Drinking was one thing he didn’t blame his father for, but he did blame him for his carry-on with her . . . Lizzie. He supposed it was by way of compensation that he’d had him sent to the penny school but he didn’t thank him for that either, for he hadn’t attended long enough to take in much beyond reading, writing and reckoning up. When funds were low the last thing to be considered was the penny fee. And he wouldn’t go to school without it. Nor would his father have his name put down on the parish list so that he could send him free—not him.
Anyway, his reading and writing had enabled him finally to become a rent collector with a wage of fifteen shillings a week. He was told from all quarters that he was damned lucky to be in such a job. Fifteen shillings for neither bending his back nor soiling his hands.
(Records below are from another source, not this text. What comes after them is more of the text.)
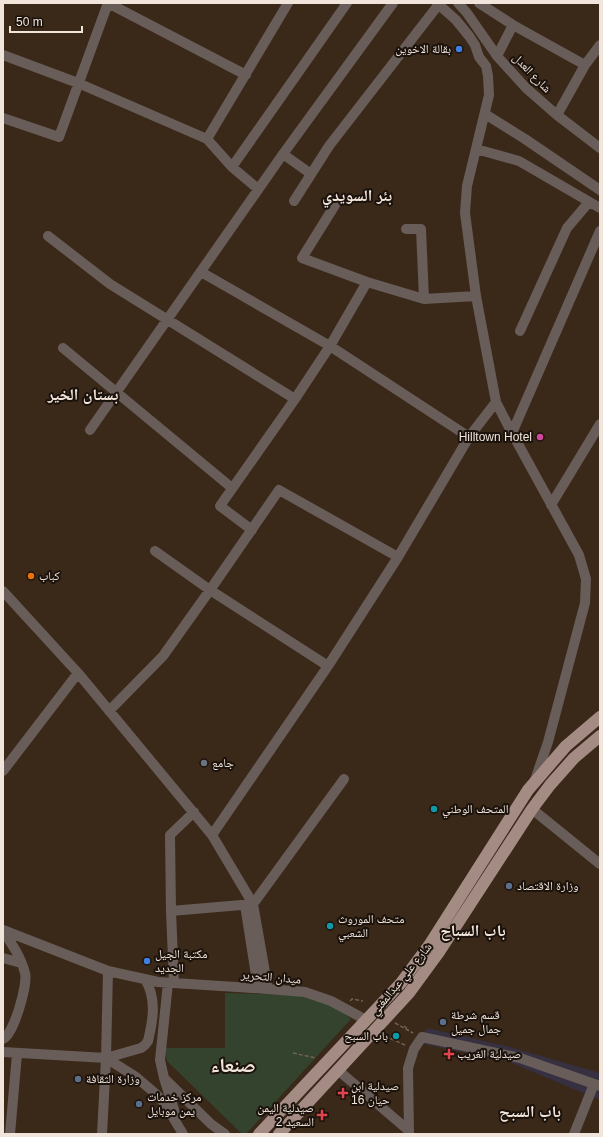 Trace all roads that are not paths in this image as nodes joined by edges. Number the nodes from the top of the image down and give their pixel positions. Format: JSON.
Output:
{"nodes":[{"id":1,"x":108,"y":3,"type":"edge"},
{"id":2,"x":288,"y":3,"type":"edge"},
{"id":3,"x":347,"y":3,"type":"edge"},
{"id":4,"x":394,"y":3,"type":"edge"},
{"id":5,"x":458,"y":3,"type":"edge"},
{"id":6,"x":473,"y":3,"type":"edge"},
{"id":7,"x":479,"y":3,"type":"edge"},
{"id":8,"x":438,"y":4,"type":"edge"},
{"id":9,"x":467,"y":13,"type":"junction"},
{"id":10,"x":513,"y":25,"type":"junction"},
{"id":11,"x":600,"y":45,"type":"edge"},
{"id":12,"x":3,"y":55,"type":"edge"},
{"id":13,"x":497,"y":56,"type":"junction"},
{"id":14,"x":585,"y":65,"type":"junction"},
{"id":15,"x":246,"y":74,"type":"junction"},
{"id":16,"x":78,"y":83,"type":"junction"},
{"id":17,"x":485,"y":114,"type":"junction"},
{"id":18,"x":557,"y":115,"type":"junction"},
{"id":19,"x":3,"y":118,"type":"edge"},
{"id":20,"x":207,"y":139,"type":"junction"},
{"id":21,"x":600,"y":148,"type":"edge"},
{"id":22,"x":476,"y":149,"type":"junction"},
{"id":23,"x":283,"y":154,"type":"junction"},
{"id":24,"x":232,"y":167,"type":"junction"},
{"id":25,"x":311,"y":174,"type":"junction"},
{"id":26,"x":258,"y":189,"type":"junction"},
{"id":27,"x":600,"y":190,"type":"edge"},
{"id":28,"x":294,"y":201,"type":"dead end"},
{"id":29,"x":589,"y":202,"type":"junction"},
{"id":30,"x":335,"y":205,"type":"dead end"},
{"id":31,"x":600,"y":208,"type":"edge"},
{"id":32,"x":406,"y":229,"type":"dead end"},
{"id":33,"x":600,"y":232,"type":"edge"},
{"id":34,"x":48,"y":236,"type":"dead end"},
{"id":35,"x":201,"y":272,"type":"junction"},
{"id":36,"x":367,"y":282,"type":"junction"},
{"id":37,"x":476,"y":296,"type":"junction"},
{"id":38,"x":424,"y":299,"type":"junction"},
{"id":39,"x":167,"y":320,"type":"junction"},
{"id":40,"x":520,"y":331,"type":"dead end"},
{"id":41,"x":330,"y":346,"type":"junction"},
{"id":42,"x":63,"y":348,"type":"dead end"},
{"id":43,"x":117,"y":392,"type":"junction"},
{"id":44,"x":295,"y":399,"type":"junction"},
{"id":45,"x":496,"y":402,"type":"junction"},
{"id":46,"x":600,"y":424,"type":"edge"},
{"id":47,"x":90,"y":430,"type":"dead end"},
{"id":48,"x":512,"y":433,"type":"junction"},
{"id":49,"x":470,"y":437,"type":"junction"},
{"id":50,"x":232,"y":488,"type":"junction"},
{"id":51,"x":551,"y":505,"type":"junction"},
{"id":52,"x":252,"y":530,"type":"junction"},
{"id":53,"x":156,"y":551,"type":"dead end"},
{"id":54,"x":398,"y":557,"type":"junction"},
{"id":55,"x":210,"y":590,"type":"junction"},
{"id":56,"x":3,"y":591,"type":"edge"},
{"id":57,"x":328,"y":666,"type":"junction"},
{"id":58,"x":78,"y":673,"type":"junction"},
{"id":59,"x":109,"y":711,"type":"junction"},
{"id":60,"x":600,"y":717,"type":"edge"},
{"id":61,"x":600,"y":736,"type":"edge"},
{"id":62,"x":566,"y":746,"type":"junction"},
{"id":63,"x":574,"y":758,"type":"junction"},
{"id":64,"x":3,"y":771,"type":"edge"},
{"id":65,"x":344,"y":779,"type":"dead end"},
{"id":66,"x":533,"y":784,"type":"junction"},
{"id":67,"x":532,"y":809,"type":"junction"},
{"id":68,"x":194,"y":812,"type":"junction"},
{"id":69,"x":212,"y":835,"type":"junction"},
{"id":70,"x":600,"y":864,"type":"edge"},
{"id":71,"x":249,"y":904,"type":"junction"},
{"id":72,"x":171,"y":911,"type":"junction"},
{"id":73,"x":3,"y":931,"type":"edge"},
{"id":74,"x":3,"y":958,"type":"edge"},
{"id":75,"x":22,"y":963,"type":"junction"},
{"id":76,"x":108,"y":971,"type":"junction"},
{"id":77,"x":145,"y":979,"type":"junction"},
{"id":78,"x":171,"y":983,"type":"junction"},
{"id":79,"x":258,"y":988,"type":"junction"},
{"id":80,"x":268,"y":989,"type":"junction"},
{"id":81,"x":366,"y":1020,"type":"junction"},
{"id":82,"x":3,"y":1039,"type":"edge"},
{"id":83,"x":3,"y":1052,"type":"edge"},
{"id":84,"x":17,"y":1054,"type":"junction"},
{"id":85,"x":106,"y":1058,"type":"junction"},
{"id":86,"x":339,"y":1071,"type":"junction"},
{"id":87,"x":164,"y":1078,"type":"junction"},
{"id":88,"x":597,"y":1085,"type":"edge"},
{"id":89,"x":182,"y":1132,"type":"edge"},
{"id":90,"x":409,"y":1132,"type":"edge"},
{"id":91,"x":10,"y":1134,"type":"edge"},
{"id":92,"x":102,"y":1134,"type":"edge"},
{"id":93,"x":224,"y":1134,"type":"edge"},
{"id":94,"x":258,"y":1134,"type":"edge"},
{"id":95,"x":279,"y":1134,"type":"edge"},
{"id":96,"x":574,"y":1134,"type":"edge"}],
"edges":[{"from":1,"to":15,"type":"street"},
{"from":1,"to":16,"type":"street"},
{"from":2,"to":15,"type":"street"},
{"from":3,"to":24,"type":"street"},
{"from":4,"to":23,"type":"street"},
{"from":5,"to":9,"type":"street","name":"شارع العدل"},
{"from":6,"to":9,"type":"street"},
{"from":7,"to":10,"type":"street"},
{"from":8,"to":17,"type":"street"},
{"from":8,"to":25,"type":"street"},
{"from":9,"to":13,"type":"street","name":"شارع العدل"},
{"from":10,"to":13,"type":"street"},
{"from":10,"to":14,"type":"street"},
{"from":11,"to":14,"type":"street"},
{"from":12,"to":16,"type":"street"},
{"from":13,"to":18,"type":"street","name":"شارع العدل"},
{"from":14,"to":18,"type":"street"},
{"from":15,"to":20,"type":"street"},
{"from":16,"to":19,"type":"street"},
{"from":16,"to":20,"type":"street"},
{"from":17,"to":22,"type":"street"},
{"from":17,"to":27,"type":"street"},
{"from":18,"to":21,"type":"street","name":"شارع العدل"},
{"from":20,"to":24,"type":"street"},
{"from":22,"to":29,"type":"street"},
{"from":22,"to":37,"type":"street"},
{"from":23,"to":25,"type":"street"},
{"from":23,"to":26,"type":"street"},
{"from":24,"to":26,"type":"street"},
{"from":25,"to":28,"type":"street"},
{"from":26,"to":35,"type":"street"},
{"from":29,"to":31,"type":"street"},
{"from":29,"to":40,"type":"street"},
{"from":30,"to":36,"type":"street"},
{"from":32,"to":38,"type":"street"},
{"from":33,"to":48,"type":"street"},
{"from":34,"to":39,"type":"street"},
{"from":35,"to":39,"type":"street"},
{"from":35,"to":41,"type":"street"},
{"from":36,"to":38,"type":"street"},
{"from":36,"to":41,"type":"street"},
{"from":37,"to":38,"type":"street"},
{"from":37,"to":45,"type":"street"},
{"from":39,"to":43,"type":"street"},
{"from":39,"to":44,"type":"street"},
{"from":41,"to":44,"type":"street"},
{"from":41,"to":49,"type":"street"},
{"from":42,"to":43,"type":"street"},
{"from":43,"to":47,"type":"street"},
{"from":43,"to":50,"type":"street"},
{"from":44,"to":50,"type":"street"},
{"from":45,"to":48,"type":"street"},
{"from":45,"to":49,"type":"street"},
{"from":46,"to":51,"type":"street"},
{"from":48,"to":51,"type":"street"},
{"from":49,"to":54,"type":"street"},
{"from":50,"to":52,"type":"street"},
{"from":51,"to":66,"type":"street"},
{"from":52,"to":54,"type":"street"},
{"from":52,"to":55,"type":"street"},
{"from":53,"to":55,"type":"street"},
{"from":54,"to":57,"type":"street"},
{"from":55,"to":57,"type":"street"},
{"from":55,"to":59,"type":"street"},
{"from":56,"to":58,"type":"street"},
{"from":57,"to":69,"type":"street"},
{"from":58,"to":59,"type":"street"},
{"from":58,"to":64,"type":"street"},
{"from":59,"to":68,"type":"street"},
{"from":60,"to":62,"type":"main road","name":"شارع علي عبدالمغني"},
{"from":61,"to":63,"type":"main road","name":"شارع علي عبدالمغني"},
{"from":62,"to":63,"type":"main road"},
{"from":62,"to":66,"type":"main road","name":"شارع علي عبدالمغني"},
{"from":63,"to":67,"type":"main road","name":"شارع علي عبدالمغني"},
{"from":65,"to":71,"type":"street"},
{"from":66,"to":81,"type":"main road","name":"شارع علي عبدالمغني"},
{"from":67,"to":70,"type":"street"},
{"from":67,"to":86,"type":"main road","name":"شارع علي عبدالمغني"},
{"from":68,"to":69,"type":"street"},
{"from":68,"to":72,"type":"street"},
{"from":69,"to":71,"type":"street"},
{"from":71,"to":72,"type":"street"},
{"from":71,"to":79,"type":"street"},
{"from":71,"to":80,"type":"street"},
{"from":72,"to":78,"type":"street"},
{"from":73,"to":75,"type":"street"},
{"from":73,"to":76,"type":"street","name":"ميدان التحرير"},
{"from":74,"to":75,"type":"street"},
{"from":75,"to":82,"type":"street"},
{"from":76,"to":77,"type":"street","name":"ميدان التحرير"},
{"from":76,"to":85,"type":"street"},
{"from":77,"to":78,"type":"street","name":"ميدان التحرير"},
{"from":77,"to":85,"type":"street"},
{"from":78,"to":79,"type":"street","name":"ميدان التحرير"},
{"from":78,"to":87,"type":"street"},
{"from":79,"to":80,"type":"street","name":"ميدان التحرير"},
{"from":80,"to":81,"type":"street","name":"ميدان التحرير"},
{"from":81,"to":94,"type":"main road","name":"شارع علي عبدالمغني"},
{"from":83,"to":84,"type":"street"},
{"from":84,"to":85,"type":"street"},
{"from":84,"to":91,"type":"street"},
{"from":85,"to":89,"type":"street"},
{"from":85,"to":92,"type":"street"},
{"from":86,"to":90,"type":"street"},
{"from":86,"to":95,"type":"main road","name":"شارع علي عبدالمغني"},
{"from":87,"to":89,"type":"street"},
{"from":87,"to":93,"type":"street"},
{"from":88,"to":90,"type":"street"},
{"from":88,"to":96,"type":"street"}]}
And his employer, more than others, emphasized this statement.
Mr Kean owned about half the cottages in Saltbank Row, and the rent of each was two shillings a week, but when he reached the end of the Row all he had in the back section of his leather bag was twenty-five shillings and sixpence.
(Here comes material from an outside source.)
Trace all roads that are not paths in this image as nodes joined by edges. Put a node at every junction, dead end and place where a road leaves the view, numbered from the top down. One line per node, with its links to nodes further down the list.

It was just turned twelve o’clock when he reached the main street and joined the stream of men pouring out of Palmer’s and the various side streets which led to different yards on the river. They were like streams of black lava joining the main flow, faces grey, froth-specked with their sweat. He was carried along in the throng until he reached the church bank gain by which time the blackness had dwindled into idividual pockets of men.
He reckoned he should be back at the office by one o’clock. He never carried a watch, not on his rounds, because it could be nicked in the time he blinked an eyelid. A gang of lads supposedly playing Tiggy could rough you up. He had seen it done. But he told himself as he paused for a moment on the Don bridge and looked down at the narrow mud-walled banks of the river that there was no immediate hurry today, for old Kean was off on one of his duty trips to Hexham to see his old father. When this happened the day’s takings were locked up until Monday. Saturdays takings didn’t amount to very much, not on his part anyway. John George took more, for he did the Tyne Dock area and the better part of Stanhope Road.
He was getting a bit worried about John George. There was something on his mind; he supposed it was that damned ranter’s lass he had taken up with. Only last night he had told him to think hard about this business, for being her father’s daughter, she might turn out to be a chip off the old block and be ‘God-mad’ like the rest of them.
The whole of Shields was becoming ‘God-mad’; there were chapels springing up all over the place and the more of them there were the greater the outcry against drink and gambling. And them that made the fuss, what were they? Bloody hypocrites half of them. Oh, he knew a thing or two about some of them. That’s why he had warned John George.
As he walked on into Tyne Dock he forgot about John George and his troubles for his mind was taken up with the evening’s prospects. He had heard tell of a square-head, a Swede who lived down Corstorphine Town way. He was known as Fair Square; he did summer trips there and back to Norway and Sweden, but in the winter he stayed put somewhere along the waterfront and ran a school, so he understood, and not just an ordinary one, a big one, for captains and such. But as little Joe, the tout, had said, they didn’t often let foreigners in . . . That was funny that was, a Swede calling an Englishman a foreigner, and in his own town at that. Anyway, little Joe had promised to work him in somewhere.